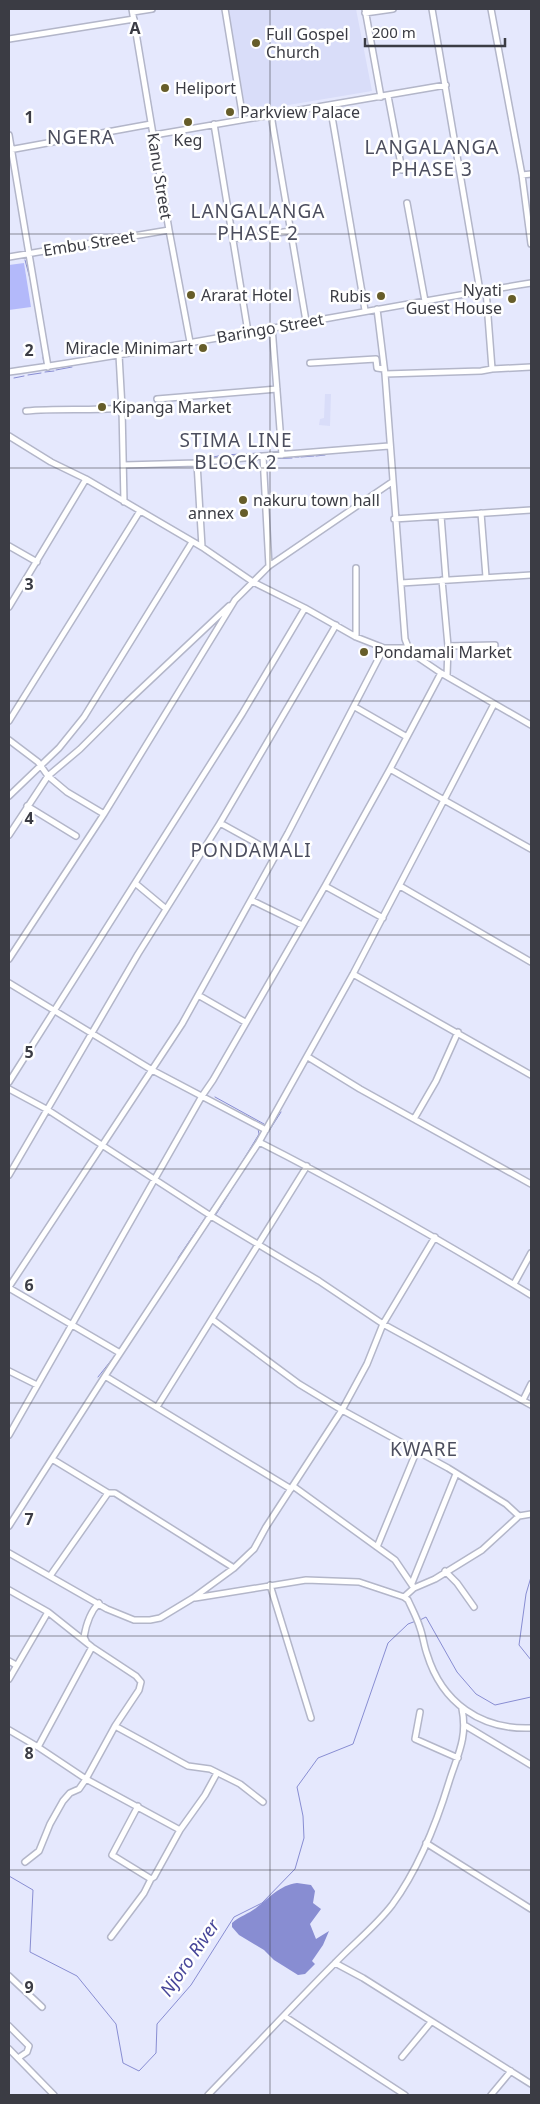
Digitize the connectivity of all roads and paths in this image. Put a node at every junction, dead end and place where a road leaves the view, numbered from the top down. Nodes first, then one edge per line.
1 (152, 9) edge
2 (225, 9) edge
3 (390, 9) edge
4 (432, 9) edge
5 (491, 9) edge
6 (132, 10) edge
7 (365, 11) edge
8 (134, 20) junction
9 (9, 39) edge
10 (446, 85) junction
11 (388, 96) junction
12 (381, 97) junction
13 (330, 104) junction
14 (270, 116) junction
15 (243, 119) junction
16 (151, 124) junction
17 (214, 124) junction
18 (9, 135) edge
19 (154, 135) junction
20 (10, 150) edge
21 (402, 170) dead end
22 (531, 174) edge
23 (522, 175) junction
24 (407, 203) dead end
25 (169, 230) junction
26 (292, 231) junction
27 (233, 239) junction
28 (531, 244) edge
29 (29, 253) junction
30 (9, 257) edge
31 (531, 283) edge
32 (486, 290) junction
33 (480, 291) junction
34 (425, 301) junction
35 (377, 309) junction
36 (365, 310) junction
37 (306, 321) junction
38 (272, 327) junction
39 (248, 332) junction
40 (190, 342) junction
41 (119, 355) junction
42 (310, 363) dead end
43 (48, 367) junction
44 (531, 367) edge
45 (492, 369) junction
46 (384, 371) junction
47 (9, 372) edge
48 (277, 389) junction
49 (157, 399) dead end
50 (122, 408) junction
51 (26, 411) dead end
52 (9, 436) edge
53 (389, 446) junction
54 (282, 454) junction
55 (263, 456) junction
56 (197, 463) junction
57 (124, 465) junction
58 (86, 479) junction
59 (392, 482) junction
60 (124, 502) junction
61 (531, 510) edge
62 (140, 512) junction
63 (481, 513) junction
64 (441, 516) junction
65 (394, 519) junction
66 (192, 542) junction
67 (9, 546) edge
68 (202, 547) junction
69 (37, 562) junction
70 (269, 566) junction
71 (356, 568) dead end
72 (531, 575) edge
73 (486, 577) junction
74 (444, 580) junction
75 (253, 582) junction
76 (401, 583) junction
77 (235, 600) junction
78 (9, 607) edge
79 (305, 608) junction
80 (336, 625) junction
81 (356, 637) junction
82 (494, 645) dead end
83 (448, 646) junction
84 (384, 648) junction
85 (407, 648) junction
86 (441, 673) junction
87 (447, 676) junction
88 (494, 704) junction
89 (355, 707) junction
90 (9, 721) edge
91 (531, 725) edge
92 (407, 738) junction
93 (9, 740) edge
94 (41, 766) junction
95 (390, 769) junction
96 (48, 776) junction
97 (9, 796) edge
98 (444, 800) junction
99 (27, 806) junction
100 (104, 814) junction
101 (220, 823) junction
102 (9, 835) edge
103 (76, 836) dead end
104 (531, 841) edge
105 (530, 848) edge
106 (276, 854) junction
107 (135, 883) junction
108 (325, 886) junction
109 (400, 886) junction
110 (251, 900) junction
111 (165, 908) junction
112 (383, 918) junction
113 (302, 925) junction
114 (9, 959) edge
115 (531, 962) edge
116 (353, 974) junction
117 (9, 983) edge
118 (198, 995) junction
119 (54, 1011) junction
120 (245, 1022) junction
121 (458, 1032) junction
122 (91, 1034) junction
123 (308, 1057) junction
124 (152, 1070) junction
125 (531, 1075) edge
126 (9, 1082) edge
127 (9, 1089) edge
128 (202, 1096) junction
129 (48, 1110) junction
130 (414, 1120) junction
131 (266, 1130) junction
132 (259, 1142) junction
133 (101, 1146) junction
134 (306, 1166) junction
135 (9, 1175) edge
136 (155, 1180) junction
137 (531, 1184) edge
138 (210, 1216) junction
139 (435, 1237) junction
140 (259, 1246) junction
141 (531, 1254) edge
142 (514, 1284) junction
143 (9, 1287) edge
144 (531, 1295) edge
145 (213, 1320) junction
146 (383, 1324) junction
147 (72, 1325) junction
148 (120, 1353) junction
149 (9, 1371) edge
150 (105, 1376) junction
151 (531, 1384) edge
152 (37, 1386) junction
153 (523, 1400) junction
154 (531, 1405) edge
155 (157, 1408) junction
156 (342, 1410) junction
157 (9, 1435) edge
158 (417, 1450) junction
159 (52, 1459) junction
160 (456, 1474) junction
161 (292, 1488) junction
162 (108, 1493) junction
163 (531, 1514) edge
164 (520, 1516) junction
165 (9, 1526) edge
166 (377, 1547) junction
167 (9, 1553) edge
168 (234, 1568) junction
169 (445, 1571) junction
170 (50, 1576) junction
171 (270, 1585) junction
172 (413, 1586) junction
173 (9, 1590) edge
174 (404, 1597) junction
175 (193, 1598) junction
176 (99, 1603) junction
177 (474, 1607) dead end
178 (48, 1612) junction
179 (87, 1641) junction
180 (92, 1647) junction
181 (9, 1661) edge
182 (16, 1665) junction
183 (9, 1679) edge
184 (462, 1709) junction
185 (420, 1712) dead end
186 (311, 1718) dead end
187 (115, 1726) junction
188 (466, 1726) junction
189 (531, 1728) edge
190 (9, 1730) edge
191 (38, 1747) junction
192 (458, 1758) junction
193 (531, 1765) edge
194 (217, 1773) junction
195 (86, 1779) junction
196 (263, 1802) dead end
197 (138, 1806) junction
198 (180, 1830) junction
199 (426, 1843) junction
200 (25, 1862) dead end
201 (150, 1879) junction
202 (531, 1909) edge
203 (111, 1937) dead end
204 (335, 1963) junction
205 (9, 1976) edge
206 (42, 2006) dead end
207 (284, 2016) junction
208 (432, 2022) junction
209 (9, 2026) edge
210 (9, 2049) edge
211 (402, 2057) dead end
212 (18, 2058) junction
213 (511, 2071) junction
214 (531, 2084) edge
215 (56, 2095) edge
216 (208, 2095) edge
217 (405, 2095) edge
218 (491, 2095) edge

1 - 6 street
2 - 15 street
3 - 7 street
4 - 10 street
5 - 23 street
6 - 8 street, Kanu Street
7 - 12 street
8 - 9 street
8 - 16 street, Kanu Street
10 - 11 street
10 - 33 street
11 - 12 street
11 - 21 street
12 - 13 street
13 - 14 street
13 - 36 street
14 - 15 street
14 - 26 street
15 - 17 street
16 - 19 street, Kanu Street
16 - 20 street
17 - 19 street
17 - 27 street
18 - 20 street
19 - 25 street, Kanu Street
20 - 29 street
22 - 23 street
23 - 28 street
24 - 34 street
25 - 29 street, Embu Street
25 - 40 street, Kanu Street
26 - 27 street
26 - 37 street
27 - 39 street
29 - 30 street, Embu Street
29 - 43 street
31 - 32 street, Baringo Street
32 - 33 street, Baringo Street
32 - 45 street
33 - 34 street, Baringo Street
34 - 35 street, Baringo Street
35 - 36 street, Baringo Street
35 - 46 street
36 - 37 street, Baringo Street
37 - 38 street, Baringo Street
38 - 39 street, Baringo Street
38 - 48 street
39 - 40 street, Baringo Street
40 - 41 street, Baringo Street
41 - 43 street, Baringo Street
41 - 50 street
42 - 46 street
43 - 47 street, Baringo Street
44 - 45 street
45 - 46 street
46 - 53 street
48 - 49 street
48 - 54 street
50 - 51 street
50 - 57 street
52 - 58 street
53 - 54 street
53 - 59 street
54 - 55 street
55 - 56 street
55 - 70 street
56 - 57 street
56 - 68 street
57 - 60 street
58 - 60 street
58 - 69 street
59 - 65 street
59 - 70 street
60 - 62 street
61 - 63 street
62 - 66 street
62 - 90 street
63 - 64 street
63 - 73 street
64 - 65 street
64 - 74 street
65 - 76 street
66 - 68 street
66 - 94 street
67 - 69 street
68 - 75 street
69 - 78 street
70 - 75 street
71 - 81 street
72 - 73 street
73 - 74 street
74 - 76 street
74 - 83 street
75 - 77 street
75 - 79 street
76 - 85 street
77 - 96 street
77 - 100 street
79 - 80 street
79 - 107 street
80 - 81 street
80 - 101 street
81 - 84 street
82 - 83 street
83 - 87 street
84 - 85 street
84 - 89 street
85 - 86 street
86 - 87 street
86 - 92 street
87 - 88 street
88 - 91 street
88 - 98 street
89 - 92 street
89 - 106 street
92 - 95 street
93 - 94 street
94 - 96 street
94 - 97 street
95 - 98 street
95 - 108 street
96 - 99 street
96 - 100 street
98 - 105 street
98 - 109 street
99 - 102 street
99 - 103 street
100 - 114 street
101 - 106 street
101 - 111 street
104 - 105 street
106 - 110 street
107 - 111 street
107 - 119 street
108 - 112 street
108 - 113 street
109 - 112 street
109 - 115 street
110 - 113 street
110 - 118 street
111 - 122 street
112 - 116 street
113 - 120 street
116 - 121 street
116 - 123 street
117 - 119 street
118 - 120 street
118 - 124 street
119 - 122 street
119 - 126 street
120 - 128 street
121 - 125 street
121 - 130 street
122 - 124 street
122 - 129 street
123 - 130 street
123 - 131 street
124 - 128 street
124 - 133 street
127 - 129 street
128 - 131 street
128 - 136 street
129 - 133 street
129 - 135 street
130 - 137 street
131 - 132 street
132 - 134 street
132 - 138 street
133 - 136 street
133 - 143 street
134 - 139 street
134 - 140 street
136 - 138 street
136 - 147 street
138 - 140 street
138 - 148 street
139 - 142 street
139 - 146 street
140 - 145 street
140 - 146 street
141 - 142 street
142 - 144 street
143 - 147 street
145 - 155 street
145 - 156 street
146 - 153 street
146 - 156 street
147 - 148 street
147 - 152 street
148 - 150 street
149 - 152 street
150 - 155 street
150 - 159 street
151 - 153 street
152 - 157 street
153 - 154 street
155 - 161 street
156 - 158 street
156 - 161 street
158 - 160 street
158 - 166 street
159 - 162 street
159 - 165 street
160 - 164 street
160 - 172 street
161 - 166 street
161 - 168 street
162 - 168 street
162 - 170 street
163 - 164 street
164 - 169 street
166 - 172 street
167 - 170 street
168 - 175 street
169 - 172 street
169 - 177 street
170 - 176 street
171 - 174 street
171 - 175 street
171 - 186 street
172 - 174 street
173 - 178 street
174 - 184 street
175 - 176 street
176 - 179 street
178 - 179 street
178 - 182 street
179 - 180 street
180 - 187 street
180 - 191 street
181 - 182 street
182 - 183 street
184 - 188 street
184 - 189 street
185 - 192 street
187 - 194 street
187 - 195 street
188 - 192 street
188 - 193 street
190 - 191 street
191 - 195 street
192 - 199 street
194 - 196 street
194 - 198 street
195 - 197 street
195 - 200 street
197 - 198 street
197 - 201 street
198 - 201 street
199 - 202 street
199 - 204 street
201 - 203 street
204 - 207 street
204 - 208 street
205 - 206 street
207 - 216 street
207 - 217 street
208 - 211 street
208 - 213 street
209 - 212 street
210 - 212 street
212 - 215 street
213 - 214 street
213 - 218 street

_____

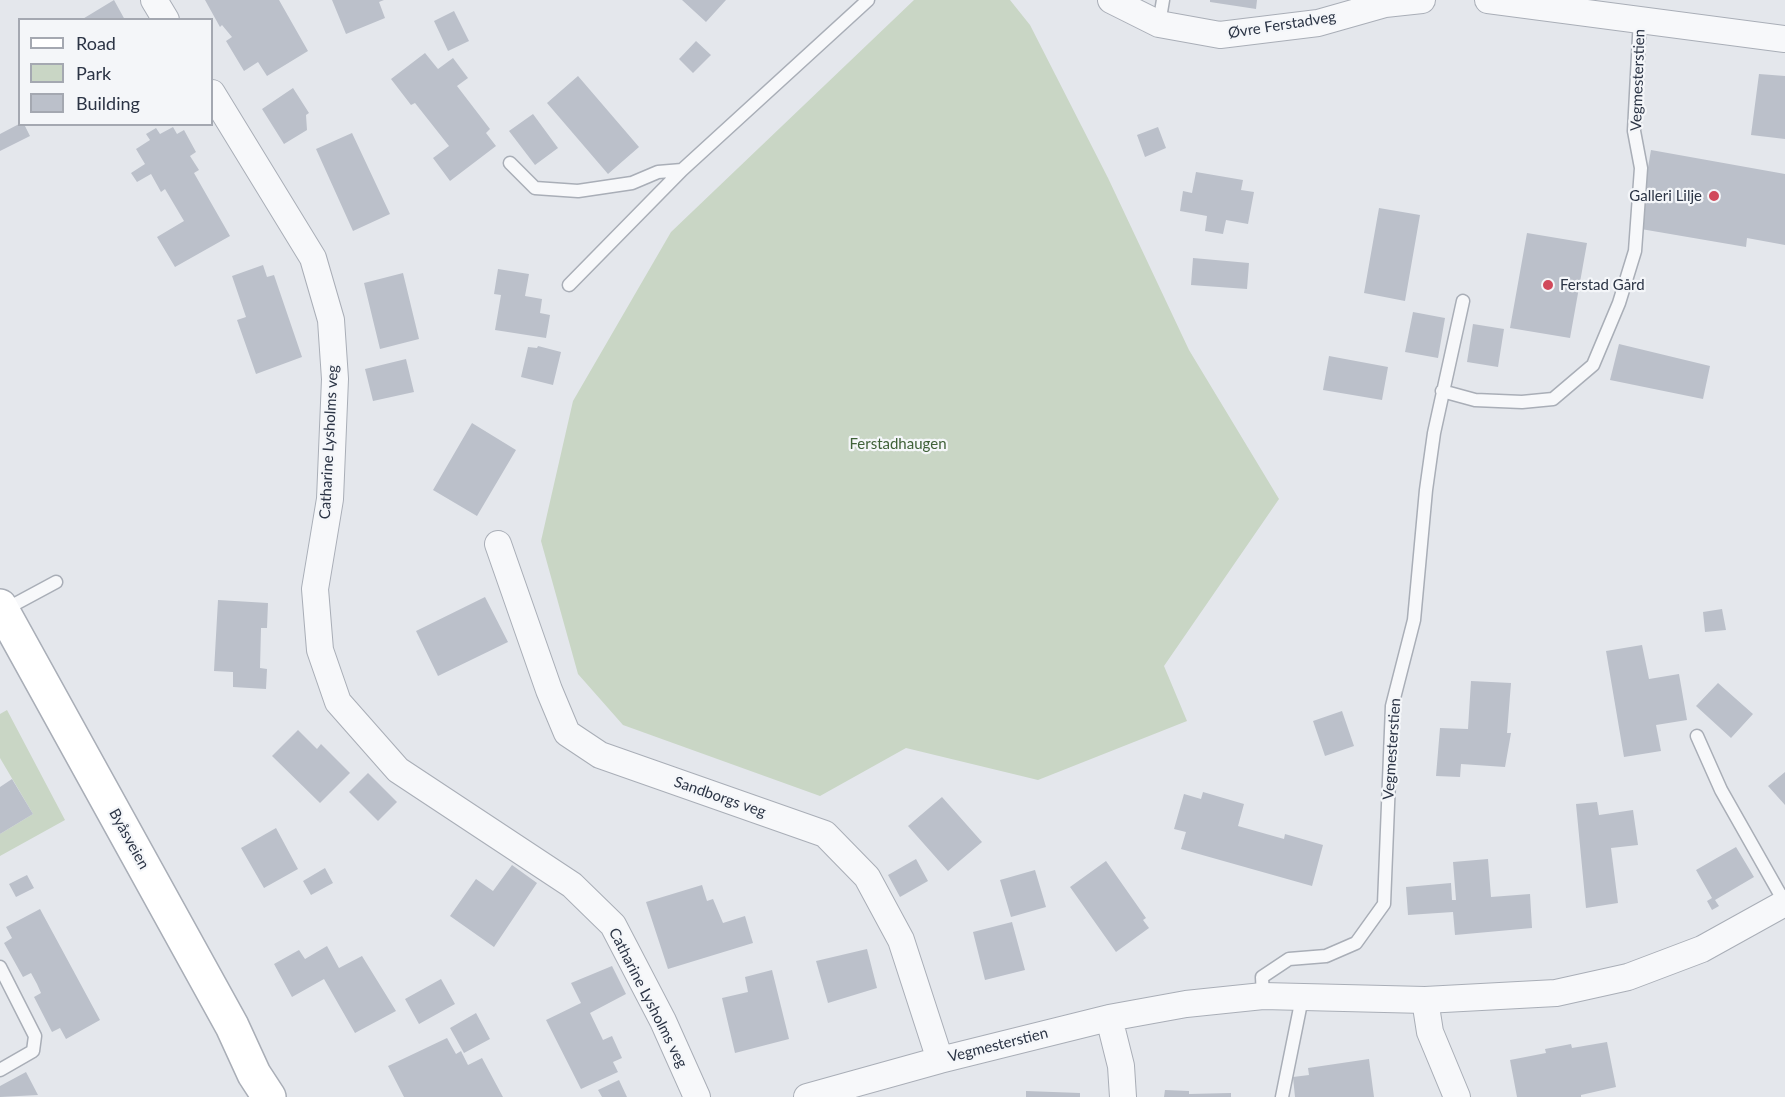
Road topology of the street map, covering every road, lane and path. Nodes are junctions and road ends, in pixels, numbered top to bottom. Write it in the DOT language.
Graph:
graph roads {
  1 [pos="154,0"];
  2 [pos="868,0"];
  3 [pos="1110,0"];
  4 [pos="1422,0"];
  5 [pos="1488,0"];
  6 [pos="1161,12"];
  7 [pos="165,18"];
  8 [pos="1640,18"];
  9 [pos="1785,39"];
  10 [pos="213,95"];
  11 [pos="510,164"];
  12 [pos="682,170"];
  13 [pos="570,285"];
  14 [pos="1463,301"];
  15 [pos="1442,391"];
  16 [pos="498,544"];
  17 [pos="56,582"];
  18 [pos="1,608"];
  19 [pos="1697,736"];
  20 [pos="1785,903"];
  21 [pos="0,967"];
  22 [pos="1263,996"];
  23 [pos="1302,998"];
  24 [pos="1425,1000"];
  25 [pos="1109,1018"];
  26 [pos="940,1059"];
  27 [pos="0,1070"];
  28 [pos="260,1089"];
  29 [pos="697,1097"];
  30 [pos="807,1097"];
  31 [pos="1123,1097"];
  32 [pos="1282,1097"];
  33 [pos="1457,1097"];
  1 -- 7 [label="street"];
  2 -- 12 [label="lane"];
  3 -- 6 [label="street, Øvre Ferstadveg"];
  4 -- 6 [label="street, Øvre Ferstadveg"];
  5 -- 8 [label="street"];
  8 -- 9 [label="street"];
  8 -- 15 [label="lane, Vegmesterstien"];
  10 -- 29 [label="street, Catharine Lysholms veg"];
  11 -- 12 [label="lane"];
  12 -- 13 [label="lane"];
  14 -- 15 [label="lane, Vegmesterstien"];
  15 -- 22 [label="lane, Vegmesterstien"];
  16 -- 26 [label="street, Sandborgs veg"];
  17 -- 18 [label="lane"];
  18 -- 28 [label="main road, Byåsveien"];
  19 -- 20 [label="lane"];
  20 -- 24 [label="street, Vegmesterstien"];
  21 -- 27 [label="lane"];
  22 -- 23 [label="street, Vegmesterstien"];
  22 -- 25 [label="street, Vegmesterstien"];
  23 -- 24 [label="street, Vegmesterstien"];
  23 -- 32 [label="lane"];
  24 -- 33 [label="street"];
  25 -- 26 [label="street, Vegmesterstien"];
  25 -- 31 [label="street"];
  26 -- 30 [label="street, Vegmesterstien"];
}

_____

Required work: Search the entries for the word "Ferstadveg". Copy every line where it occurs.

The answer:
  3 -- 6 [label="street, Øvre Ferstadveg"];
  4 -- 6 [label="street, Øvre Ferstadveg"];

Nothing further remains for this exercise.